No matter what the changing economic picture in the modern world where two incomes are often necessary to maintain either the bare necessities or a certain life style, roles of men and women are blurred or obscured. They really shouldn’t be, for they are the bedrock of the family and the farther we move away from them, the less cohesive the family becomes.
When girls were taught by mothers and grandmother’s that the man is the king of his castle, they weren’t wrong (excuse the cliche!). The differences in the psyche of the man and the woman demand that the man feel this way. That is not to say that the wife/woman is the slave submissive to some liege. But a man has to know that he is loved, nurtured, cared for, catered to and reigns supreme in his home….because in the world, for the most part he can’t, so it is important that in that little piece of reality, he does.

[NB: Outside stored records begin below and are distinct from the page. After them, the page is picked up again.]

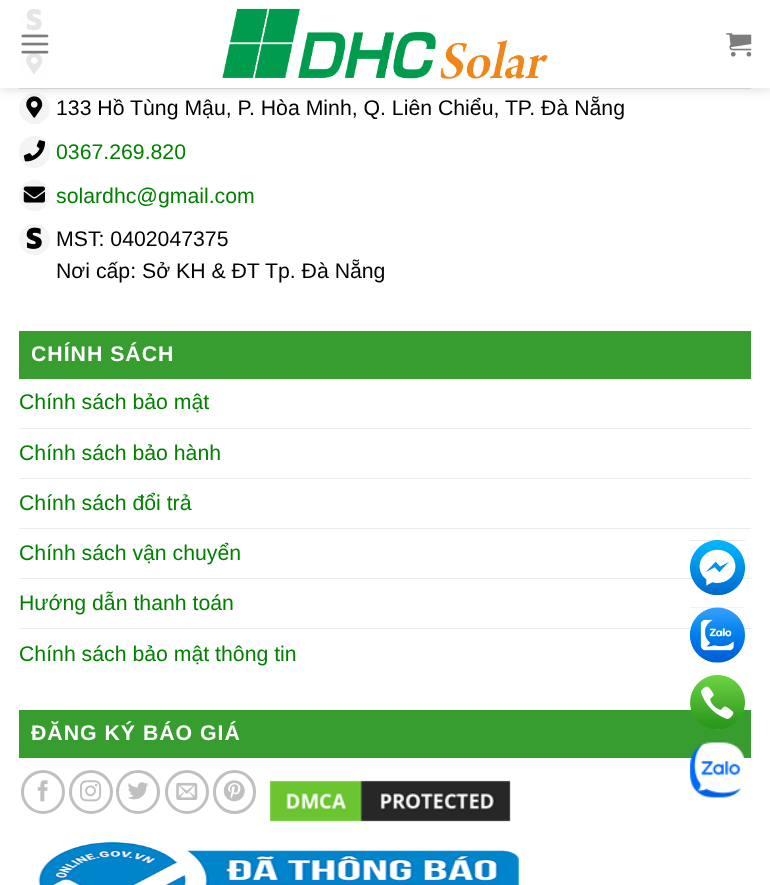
<!DOCTYPE html>
<meta charset="utf-8">
<style>body { margin: 0 } canvas { display: block }</style>
<canvas id="canvas" width="770" height="885"></canvas>
<img id="img1" src="images/4.png" hidden>
<img id="img2" src="images/5.png" hidden>
<img id="img3" src="images/6.png" hidden>
<img id="img4" src="images/1.png" hidden>
<img id="img5" src="images/2.png" hidden>
<img id="img6" src="images/3.png" hidden>
<img id="img7" src="images/7.png" hidden>
<img id="img8" src="images/8.png" hidden>
<img id="img9" src="images/9.png" hidden>
<img id="img10" src="images/10.png" hidden>
<img id="img11" src="images/11.png" hidden>
<img id="img12" src="images/12.png" hidden>
<img id="img13" src="images/13.png" hidden>
<img id="img14" src="images/14.png" hidden>
<img id="img15" src="images/15.png" hidden>
<img id="img16" src="images/16.png" hidden>
<img id="img17" src="images/17.png" hidden>
<img id="img18" src="images/18.png" hidden>
<img id="img19" src="images/19.png" hidden>
<img id="img20" src="images/20.png" hidden>
<script>
window.onload = function () {
    const canvas = document.getElementById('canvas');
    const context = canvas.getContext('2d');
    context.miterLimit = 4;
    context.fontKerning = 'normal';

    context.fillStyle = 'rgb(255, 255, 255)';
    context.fillRect(0, 0, 770, 885);
    context.fillStyle = 'rgb(244, 244, 244)';
    context.beginPath();
    context.arc(34.5, 20.5, 15.5, 0, 2 * Math.PI);
    context.fill();
    context.drawImage(document.getElementById('img1'), 26, 8, 16, 23);
    context.beginPath();
    context.arc(34.5, 64.5, 15.5, 0, 2 * Math.PI);
    context.fill();
    context.drawImage(document.getElementById('img2'), 26, 52, 17, 22);
    context.beginPath();
    context.arc(34.5, 108.5, 15.5, 0, 2 * Math.PI);
    context.fill();
    context.drawImage(document.getElementById('img3'), 26, 96, 17, 22);
    context.save();
    context.beginPath();
    context.moveTo(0, 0);
    context.lineTo(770, 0);
    context.lineTo(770, 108);
    context.lineTo(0, 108);
    context.closePath();
    context.moveTo(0, 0);
    context.lineTo(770, 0);
    context.lineTo(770, 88);
    context.lineTo(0, 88);
    context.closePath();
    context.clip('evenodd');
    context.fillStyle = 'rgba(0, 0, 0, 0.15)';
    context.filter = 'blur(6px)';
    context.beginPath();
    context.rect(1, 1, 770, 88);
    context.fill();
    context.filter = 'none';
    context.restore();
    context.fillStyle = 'rgba(255, 255, 255, 0.9)';
    context.fillRect(0, 5, 770, 83);
    context.drawImage(document.getElementById('img4'), 21, 34, 28, 20);
    context.drawImage(document.getElementById('img5'), 222, 8, 326, 71);
    context.drawImage(document.getElementById('img6'), 726, 33, 26, 24);
    context.fillStyle = 'rgb(211, 211, 211)';
    context.fillRect(19, 88, 732, 1);
    context.fillStyle = 'rgb(244, 244, 244)';
    context.beginPath();
    context.roundRect(19, 136, 31, 32, 15.5);
    context.fill();
    context.drawImage(document.getElementById('img7'), 23, 140, 23, 22);
    context.beginPath();
    context.arc(34.5, 195.5, 15.5, 0, 2 * Math.PI);
    context.fill();
    context.drawImage(document.getElementById('img8'), 23, 186, 22, 17);
    context.beginPath();
    context.arc(34.5, 239.5, 15.5, 0, 2 * Math.PI);
    context.fill();
    context.drawImage(document.getElementById('img9'), 26, 227, 16, 22);
    context.fillStyle = 'rgb(54, 157, 46)';
    context.fillRect(19, 331, 732, 48);
    context.fillStyle = 'rgb(236, 236, 236)';
    context.fillRect(19, 428, 732, 1);
    context.fillRect(19, 478, 732, 1);
    context.fillRect(19, 528, 732, 1);
    context.fillRect(19, 578, 732, 1);
    context.fillRect(19, 628, 732, 1);
    context.fillStyle = 'rgb(54, 157, 46)';
    context.fillRect(19, 710, 732, 48);
    context.beginPath();
    context.arc(43, 792, 20.5, 0, 2 * Math.PI);
    context.strokeStyle = 'rgb(192, 192, 192)';
    context.lineWidth = 3;
    context.stroke();
    context.drawImage(document.getElementById('img10'), 37, 780, 11, 22);
    context.beginPath();
    context.arc(91, 792, 20.5, 0, 2 * Math.PI);
    context.stroke();
    context.drawImage(document.getElementById('img11'), 80, 780, 21, 22);
    context.beginPath();
    context.arc(138, 792, 20.5, 0, 2 * Math.PI);
    context.stroke();
    context.drawImage(document.getElementById('img12'), 128, 782, 21, 18);
    context.beginPath();
    context.arc(187, 792, 20.5, 0, 2 * Math.PI);
    context.stroke();
    context.drawImage(document.getElementById('img13'), 176, 782, 22, 18);
    context.beginPath();
    context.roundRect(214.5, 771.5, 40, 41, 20);
    context.stroke();
    context.drawImage(document.getElementById('img14'), 223, 780, 22, 22);
    context.drawImage(document.getElementById('img15'), 269, 780, 242, 42);
    context.drawImage(document.getElementById('img16'), 38, 841, 481, 44);
    context.drawImage(document.getElementById('img17'), 690, 540, 55, 55);
    context.drawImage(document.getElementById('img18'), 690, 607, 55, 56);
    context.drawImage(document.getElementById('img19'), 690, 675, 55, 55);
    context.drawImage(document.getElementById('img20'), 690, 742, 55, 56);
    context.font = '21.25px Liberation Sans';
    context.fillStyle = 'rgb(0, 0, 0)';
    context.fillText('133 Hồ Tùng Mậu, P. Hòa Minh, Q. Liên Chiểu, TP. Đà Nẵng', 56, 115);
    context.fillStyle = 'rgb(0, 128, 0)';
    context.fillText('0367.269.820', 56, 159);
    context.fillText('solardhc@gmail.com', 56, 203);
    context.fillStyle = 'rgb(0, 0, 0)';
    context.fillText('MST: 0402047375', 56, 246);
    context.fillText('Nơi cấp: Sở KH & ĐT Tp. Đà Nẵng', 56, 278);
    context.letterSpacing = '1px';
    context.font = 'bold 21.25px Liberation Sans';
    context.fillStyle = 'rgb(255, 255, 255)';
    context.fillText('CHÍNH SÁCH', 31, 361);
    context.letterSpacing = '0px';
    context.font = '21.25px Liberation Sans';
    context.fillStyle = 'rgb(0, 128, 0)';
    context.fillText('Chính sách bảo mật', 19, 409);
    context.fillText('Chính sách bảo hành', 19, 460);
    context.fillText('Chính sách đổi trả', 19, 510);
    context.fillText('Chính sách vận chuyển', 19, 560);
    context.fillText('Hướng dẫn thanh toán', 19, 610);
    context.fillText('Chính sách bảo mật thông tin', 19, 661);
    context.letterSpacing = '1px';
    context.font = 'bold 21.25px Liberation Sans';
    context.fillStyle = 'rgb(255, 255, 255)';
    context.fillText('ĐĂNG KÝ BÁO GIÁ', 31, 740);
};
</script>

Don’t get me wrong, I do not suggest here that a woman be a doormat, or not have an equal say in all aspects of the union. (Did you think I ever WOULD suggest that?). But it is so easy to let a man know he is special. And too many women don’t do that. Empirical evidence, the divorce rate in the United States.
We all see ourselves in the reflection of the eyes of others, most importantly, the one with whom we have partnered. How important is it that the reflection a husband or partner see in his woman’s eyes is one of excitement, honor, respect, trust, and caring? We don’t take the time because we, too, have had a hard day. But it is a matter of priorities. To keep a relationship healthy and infused with life, men need certain things. (Don’t worry, so do women which I’m going to talk about in a minute).
Men like the extra mile. It makes them feel special. They ARE special and the extra mile isn’t hard to give. Giving something which costs nothing, and reaps huge rewards is a good thing.
Through the ages, men were hunters, protectors, fire-builders, and kingdom creators. Women were nurturers, playmates, tended the fires that men built, and decorated the kingdom. We have kept some of those but we have lost more.
I will fully admit that there are men for whom nothing is enough, who have some basic character flaw that requires something new and different. But there are many more who just do not see the reflection in the eyes of their partner which they once saw. So they look for that mirror somewhere else.
Now on the the obverse side of the coin, women, too have suffered in the changing roles of modern society. Most work so they have that responsibility, together with the responsibilities of a home. What women often forget, and sometimes push to the back burner, is that the home is created by the two people who started it. It isn’t the stone and brick, it isn’t the mastercard bill, it isn’t the children. Those are the offshoots of the home. The home is the two people who started it, and hopefully will with die with it.
People respond to actions. Men respond to those things that make them feel special that we sometimes forget in the hubub of life. They need to be welcomed, appreciated for their hard work, they want to “feel” that they are the most important thing around which this modern family revolves. It is completely necessary for their sense of well being. When they get that, they, in turn, are more appreciative, more helpful, and more committed to the union.
A special dinner just for him while the children are cozy at grandmother’s house, a night of sexy lingerie and his favorite wine, does not only benefit the King. It benefits the Queen as well. Going outside the box is always a good thing. Sameness becomes humdrum, but it is a woman’s job to keep things fresh. If she does, she will reap the the most glorious benefits.
Yes, women contribute to the home with money, time, effort and many other things. But her first priority is to keep the King of the Castle invigorated, happy, and feeling loved and special. Without that, all the other trappings are just extraneous. And reciprocity usually follows.
Women, no matter how much they protest, love to be protected and feel that they can be “rescued” from life’s annoyances. She finds that in her man if she has done her job.
Women can do anything. They can excel in business, in the arts, in the academic world. Why do so many fail at interpersonal relationships? Because they forget, in all that excelling, what their partner needs.
Now I will have to hide from the National Organization for Women, but fully expect to be protected by a knight on a white horse.